Abdominal segments 1 and 2 (A1, A2)
Regarding chaetotaxy, the first two abdominal segments are the same in that they lack any appendages. Very noticeable setae rise from the dorsal cluster (D) and subdorsal cluster (SD). With 3 setae, the predorsal cluster (PD) is located anterolateral to the abdominal prolegs. With 11 setae, the lateral cluster (L) is anterior to the prothoracic spiracle. There are 3 shorter setae in the ventral cluster (V) and 8 in the subventral cluster (SV). On these segments, the central ventral seta (CV) is the shortest (Table 2; Figs. 9, S5).

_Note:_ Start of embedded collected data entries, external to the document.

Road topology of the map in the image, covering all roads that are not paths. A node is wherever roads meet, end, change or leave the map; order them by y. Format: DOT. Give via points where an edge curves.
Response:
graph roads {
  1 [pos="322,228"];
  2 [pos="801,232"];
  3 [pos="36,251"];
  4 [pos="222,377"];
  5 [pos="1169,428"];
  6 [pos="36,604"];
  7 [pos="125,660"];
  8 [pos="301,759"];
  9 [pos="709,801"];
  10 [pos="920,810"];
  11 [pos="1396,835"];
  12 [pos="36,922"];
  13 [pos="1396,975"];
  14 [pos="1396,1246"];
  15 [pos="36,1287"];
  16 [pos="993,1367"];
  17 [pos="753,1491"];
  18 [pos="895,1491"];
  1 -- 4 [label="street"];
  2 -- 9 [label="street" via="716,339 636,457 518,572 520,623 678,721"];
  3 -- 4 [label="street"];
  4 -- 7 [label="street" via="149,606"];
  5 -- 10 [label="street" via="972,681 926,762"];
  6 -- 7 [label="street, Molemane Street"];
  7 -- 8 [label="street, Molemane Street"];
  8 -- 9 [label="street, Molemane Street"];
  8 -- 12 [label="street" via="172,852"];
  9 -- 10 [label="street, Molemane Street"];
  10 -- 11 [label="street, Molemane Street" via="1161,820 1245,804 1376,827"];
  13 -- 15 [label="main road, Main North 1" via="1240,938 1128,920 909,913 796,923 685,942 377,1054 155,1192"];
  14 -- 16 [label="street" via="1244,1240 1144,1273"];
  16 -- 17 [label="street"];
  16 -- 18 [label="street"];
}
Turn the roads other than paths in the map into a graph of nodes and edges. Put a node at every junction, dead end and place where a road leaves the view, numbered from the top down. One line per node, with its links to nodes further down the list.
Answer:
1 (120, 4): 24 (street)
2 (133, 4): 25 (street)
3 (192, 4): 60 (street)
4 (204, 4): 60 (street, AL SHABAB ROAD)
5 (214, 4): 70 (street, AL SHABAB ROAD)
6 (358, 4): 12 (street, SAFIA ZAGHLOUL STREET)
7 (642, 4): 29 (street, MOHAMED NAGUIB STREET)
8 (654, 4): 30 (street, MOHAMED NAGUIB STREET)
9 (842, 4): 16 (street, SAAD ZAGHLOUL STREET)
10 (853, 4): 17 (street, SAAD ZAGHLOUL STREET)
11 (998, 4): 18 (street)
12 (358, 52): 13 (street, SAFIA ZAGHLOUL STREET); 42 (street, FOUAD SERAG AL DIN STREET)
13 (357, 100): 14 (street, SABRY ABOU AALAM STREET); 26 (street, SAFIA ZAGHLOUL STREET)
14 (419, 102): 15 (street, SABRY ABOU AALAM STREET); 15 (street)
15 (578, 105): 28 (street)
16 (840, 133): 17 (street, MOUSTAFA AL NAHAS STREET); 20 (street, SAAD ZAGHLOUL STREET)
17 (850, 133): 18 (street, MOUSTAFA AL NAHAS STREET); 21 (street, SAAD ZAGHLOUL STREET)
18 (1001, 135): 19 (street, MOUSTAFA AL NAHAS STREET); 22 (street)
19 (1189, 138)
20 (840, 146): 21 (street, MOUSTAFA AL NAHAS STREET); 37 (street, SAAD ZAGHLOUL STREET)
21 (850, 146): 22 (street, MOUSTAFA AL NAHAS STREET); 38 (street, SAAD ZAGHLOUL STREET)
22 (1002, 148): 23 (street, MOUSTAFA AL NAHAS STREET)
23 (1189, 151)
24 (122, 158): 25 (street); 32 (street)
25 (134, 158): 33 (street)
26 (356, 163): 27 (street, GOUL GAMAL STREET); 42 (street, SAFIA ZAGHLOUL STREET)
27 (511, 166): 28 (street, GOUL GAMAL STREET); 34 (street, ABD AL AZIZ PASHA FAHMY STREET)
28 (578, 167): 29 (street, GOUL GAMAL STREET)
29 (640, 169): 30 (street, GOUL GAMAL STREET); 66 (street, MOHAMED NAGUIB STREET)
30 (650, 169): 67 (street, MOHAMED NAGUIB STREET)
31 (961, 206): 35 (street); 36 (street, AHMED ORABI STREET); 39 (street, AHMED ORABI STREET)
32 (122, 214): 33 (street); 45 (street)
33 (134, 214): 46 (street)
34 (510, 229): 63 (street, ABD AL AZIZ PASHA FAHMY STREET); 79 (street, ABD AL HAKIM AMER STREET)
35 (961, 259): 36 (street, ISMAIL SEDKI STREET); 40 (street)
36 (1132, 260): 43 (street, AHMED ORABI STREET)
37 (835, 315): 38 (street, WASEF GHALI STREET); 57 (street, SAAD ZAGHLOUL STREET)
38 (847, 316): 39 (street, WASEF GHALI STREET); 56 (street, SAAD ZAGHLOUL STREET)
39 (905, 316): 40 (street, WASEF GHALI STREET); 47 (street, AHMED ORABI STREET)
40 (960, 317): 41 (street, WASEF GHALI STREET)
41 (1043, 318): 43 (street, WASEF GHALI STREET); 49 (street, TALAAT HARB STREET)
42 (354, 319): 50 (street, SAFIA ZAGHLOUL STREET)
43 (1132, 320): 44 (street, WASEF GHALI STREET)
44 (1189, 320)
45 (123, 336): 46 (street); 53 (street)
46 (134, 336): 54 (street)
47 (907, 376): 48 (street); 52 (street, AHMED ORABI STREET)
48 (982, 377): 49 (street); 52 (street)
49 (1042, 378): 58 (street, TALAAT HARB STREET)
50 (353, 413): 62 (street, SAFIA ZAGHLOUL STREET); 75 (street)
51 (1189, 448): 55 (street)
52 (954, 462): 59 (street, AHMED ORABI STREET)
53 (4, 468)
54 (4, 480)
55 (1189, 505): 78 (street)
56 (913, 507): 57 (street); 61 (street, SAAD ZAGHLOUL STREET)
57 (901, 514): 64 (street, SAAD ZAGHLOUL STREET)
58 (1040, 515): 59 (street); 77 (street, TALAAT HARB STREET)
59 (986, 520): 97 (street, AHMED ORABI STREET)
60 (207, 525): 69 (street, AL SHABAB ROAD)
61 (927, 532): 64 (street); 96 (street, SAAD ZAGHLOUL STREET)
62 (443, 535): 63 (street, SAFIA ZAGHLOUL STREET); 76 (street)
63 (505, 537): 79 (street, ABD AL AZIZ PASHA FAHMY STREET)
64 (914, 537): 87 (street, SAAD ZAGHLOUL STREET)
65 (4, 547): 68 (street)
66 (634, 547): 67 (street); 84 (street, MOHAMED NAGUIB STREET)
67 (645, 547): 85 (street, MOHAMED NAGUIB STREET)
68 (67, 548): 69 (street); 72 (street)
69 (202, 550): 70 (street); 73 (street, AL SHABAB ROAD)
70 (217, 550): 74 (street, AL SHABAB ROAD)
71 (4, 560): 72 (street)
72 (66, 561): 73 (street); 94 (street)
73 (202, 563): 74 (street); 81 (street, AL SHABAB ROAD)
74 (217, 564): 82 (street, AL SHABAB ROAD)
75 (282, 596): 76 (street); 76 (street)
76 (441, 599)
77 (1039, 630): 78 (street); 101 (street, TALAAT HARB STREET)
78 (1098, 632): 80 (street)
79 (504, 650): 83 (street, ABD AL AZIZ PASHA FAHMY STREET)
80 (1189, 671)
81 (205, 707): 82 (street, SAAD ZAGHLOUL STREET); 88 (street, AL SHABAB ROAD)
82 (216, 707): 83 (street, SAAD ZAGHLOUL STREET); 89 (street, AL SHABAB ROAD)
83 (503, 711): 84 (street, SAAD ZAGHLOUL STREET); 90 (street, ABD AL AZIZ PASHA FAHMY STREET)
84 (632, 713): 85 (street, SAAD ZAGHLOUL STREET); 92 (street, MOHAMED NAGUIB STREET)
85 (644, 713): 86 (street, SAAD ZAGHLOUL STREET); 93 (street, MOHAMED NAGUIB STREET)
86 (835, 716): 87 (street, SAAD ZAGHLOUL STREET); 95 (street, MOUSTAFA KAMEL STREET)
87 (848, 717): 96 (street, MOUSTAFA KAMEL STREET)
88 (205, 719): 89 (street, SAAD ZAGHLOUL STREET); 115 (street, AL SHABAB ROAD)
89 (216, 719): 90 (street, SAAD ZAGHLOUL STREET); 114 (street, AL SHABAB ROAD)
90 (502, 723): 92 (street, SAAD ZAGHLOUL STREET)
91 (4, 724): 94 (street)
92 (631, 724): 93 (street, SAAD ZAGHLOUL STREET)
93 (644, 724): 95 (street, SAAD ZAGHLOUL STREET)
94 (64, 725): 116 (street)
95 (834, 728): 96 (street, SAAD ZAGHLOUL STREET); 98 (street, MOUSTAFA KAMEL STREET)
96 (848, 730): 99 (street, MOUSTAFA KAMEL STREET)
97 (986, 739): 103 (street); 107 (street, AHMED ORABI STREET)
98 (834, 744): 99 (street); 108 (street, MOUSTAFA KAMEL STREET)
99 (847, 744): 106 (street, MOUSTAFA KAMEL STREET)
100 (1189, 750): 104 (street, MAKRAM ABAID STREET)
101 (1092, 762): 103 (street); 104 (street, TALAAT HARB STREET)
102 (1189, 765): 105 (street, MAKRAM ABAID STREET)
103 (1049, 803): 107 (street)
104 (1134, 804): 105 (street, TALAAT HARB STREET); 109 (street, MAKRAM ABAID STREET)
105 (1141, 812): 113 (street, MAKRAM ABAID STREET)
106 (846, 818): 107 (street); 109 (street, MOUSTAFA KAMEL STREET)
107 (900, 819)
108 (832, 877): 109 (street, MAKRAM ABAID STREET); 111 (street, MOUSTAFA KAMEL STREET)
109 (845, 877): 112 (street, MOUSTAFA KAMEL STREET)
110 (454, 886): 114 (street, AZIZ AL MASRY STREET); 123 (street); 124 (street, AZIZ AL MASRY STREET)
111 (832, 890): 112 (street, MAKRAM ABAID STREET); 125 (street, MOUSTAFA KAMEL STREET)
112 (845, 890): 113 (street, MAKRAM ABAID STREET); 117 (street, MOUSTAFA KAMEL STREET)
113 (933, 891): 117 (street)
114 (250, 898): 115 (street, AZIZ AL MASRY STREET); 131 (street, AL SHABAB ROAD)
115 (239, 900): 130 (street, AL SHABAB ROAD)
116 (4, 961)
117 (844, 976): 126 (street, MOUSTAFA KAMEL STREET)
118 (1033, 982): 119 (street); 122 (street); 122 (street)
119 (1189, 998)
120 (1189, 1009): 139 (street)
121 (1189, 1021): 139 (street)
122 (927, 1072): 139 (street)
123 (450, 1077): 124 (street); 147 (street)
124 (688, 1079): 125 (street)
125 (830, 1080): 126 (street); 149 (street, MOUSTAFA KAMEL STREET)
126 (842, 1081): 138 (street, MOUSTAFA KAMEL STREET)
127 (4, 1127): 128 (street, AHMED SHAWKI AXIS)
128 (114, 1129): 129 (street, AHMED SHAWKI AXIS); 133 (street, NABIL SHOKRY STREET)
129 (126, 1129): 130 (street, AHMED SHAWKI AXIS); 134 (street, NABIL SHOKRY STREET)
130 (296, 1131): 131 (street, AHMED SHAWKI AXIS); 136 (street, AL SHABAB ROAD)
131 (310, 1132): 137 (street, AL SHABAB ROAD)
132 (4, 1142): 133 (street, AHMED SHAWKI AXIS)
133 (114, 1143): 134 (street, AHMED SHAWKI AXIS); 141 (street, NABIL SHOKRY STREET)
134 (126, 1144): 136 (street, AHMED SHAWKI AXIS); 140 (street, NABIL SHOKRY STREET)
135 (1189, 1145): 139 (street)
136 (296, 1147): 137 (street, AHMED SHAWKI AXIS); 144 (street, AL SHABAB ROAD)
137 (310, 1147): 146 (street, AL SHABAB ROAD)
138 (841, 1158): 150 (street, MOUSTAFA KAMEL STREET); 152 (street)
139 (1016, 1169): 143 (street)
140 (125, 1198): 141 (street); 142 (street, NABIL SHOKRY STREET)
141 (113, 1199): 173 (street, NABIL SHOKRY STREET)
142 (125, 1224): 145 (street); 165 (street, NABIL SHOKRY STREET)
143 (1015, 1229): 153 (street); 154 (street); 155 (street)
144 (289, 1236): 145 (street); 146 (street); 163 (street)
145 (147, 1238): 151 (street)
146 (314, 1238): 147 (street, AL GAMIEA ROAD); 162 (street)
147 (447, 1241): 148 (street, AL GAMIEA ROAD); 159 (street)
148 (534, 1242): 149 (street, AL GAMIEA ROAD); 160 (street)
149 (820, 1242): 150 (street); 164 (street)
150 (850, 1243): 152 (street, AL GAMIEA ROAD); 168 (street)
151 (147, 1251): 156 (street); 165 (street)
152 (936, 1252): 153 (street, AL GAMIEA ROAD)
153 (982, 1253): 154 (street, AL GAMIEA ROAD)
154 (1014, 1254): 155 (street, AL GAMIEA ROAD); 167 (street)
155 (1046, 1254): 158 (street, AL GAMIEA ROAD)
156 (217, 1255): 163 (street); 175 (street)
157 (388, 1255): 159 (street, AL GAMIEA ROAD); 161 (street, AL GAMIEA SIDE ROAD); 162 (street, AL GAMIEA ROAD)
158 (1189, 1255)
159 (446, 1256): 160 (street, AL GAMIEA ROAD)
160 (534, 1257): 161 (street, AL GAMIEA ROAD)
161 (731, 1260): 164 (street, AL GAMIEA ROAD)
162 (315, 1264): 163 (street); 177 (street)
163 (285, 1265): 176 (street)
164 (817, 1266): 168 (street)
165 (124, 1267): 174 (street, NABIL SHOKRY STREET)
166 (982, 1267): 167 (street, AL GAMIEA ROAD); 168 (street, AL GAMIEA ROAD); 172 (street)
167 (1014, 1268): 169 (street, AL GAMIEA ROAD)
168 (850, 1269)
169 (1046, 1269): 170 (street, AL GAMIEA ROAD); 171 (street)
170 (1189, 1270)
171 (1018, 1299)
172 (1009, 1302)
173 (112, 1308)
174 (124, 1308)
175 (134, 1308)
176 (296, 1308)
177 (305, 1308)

Abdominal segments 3 and 6 (A3–A6)
Except for the absence of the V and CV clusters, the morphology of the A3 and A4 segments is identical, with five different types of clusters (PD, D, SD, L, and SV) that follow the same pattern as the A1 and A2 segments. A5 and A6 segments had the identical morphology as A3 and A4, with four types of clusters (D, SD, L, and SV), except for the absence of predorsal cluster (PD) (Table 2; Figs. 9, S5).
Abdominal segment 7 (A7)
Segment A7, with six types of clusters (D, SD, L, SV, V, and CV), is similar to that in segments A1 and A2, other than the absence of a predorsal cluster (PD) (Table 2; Figs. 9, S5).
Abdominal segment 8 (A8)
The setal arrangement and number of bristles originating from the predorsal cluster (PD), dorsal cluster (D), subdorsal cluster (SD), lateral cluster (L), ventral cluster (V), and central ventral cluster (CV) on A8 are the same as those on A1 and A2, except for the lack of a subventral cluster (SV) (Table 2; Figs. 9G, S5).
Abdominal segment 9 (A9)
The setae on A9 are comparably shorter, and the number of setae ascending from dorsal cluster (D), subdorsal cluster (SD), ventral cluster (V), and central ventral cluster (CV) are identical to that on A8 except for the lateral cluster (L: 8) (Table 2). The predorsal cluster (PD) and the spiracle are lacking compared to the setae layout on A8 (Figs. 9G, S5).
Abdominal segment 10 (A10)
The dorsal cluster (D) and the lateral cluster (L) are located on the dorsal sclerite of A10. Although the dorsal cluster (D) has a large surface area, it only has seven bristles. The lateral seta (L) is located ventral to the anal proleg with three setae (Figs. 9G, S5F).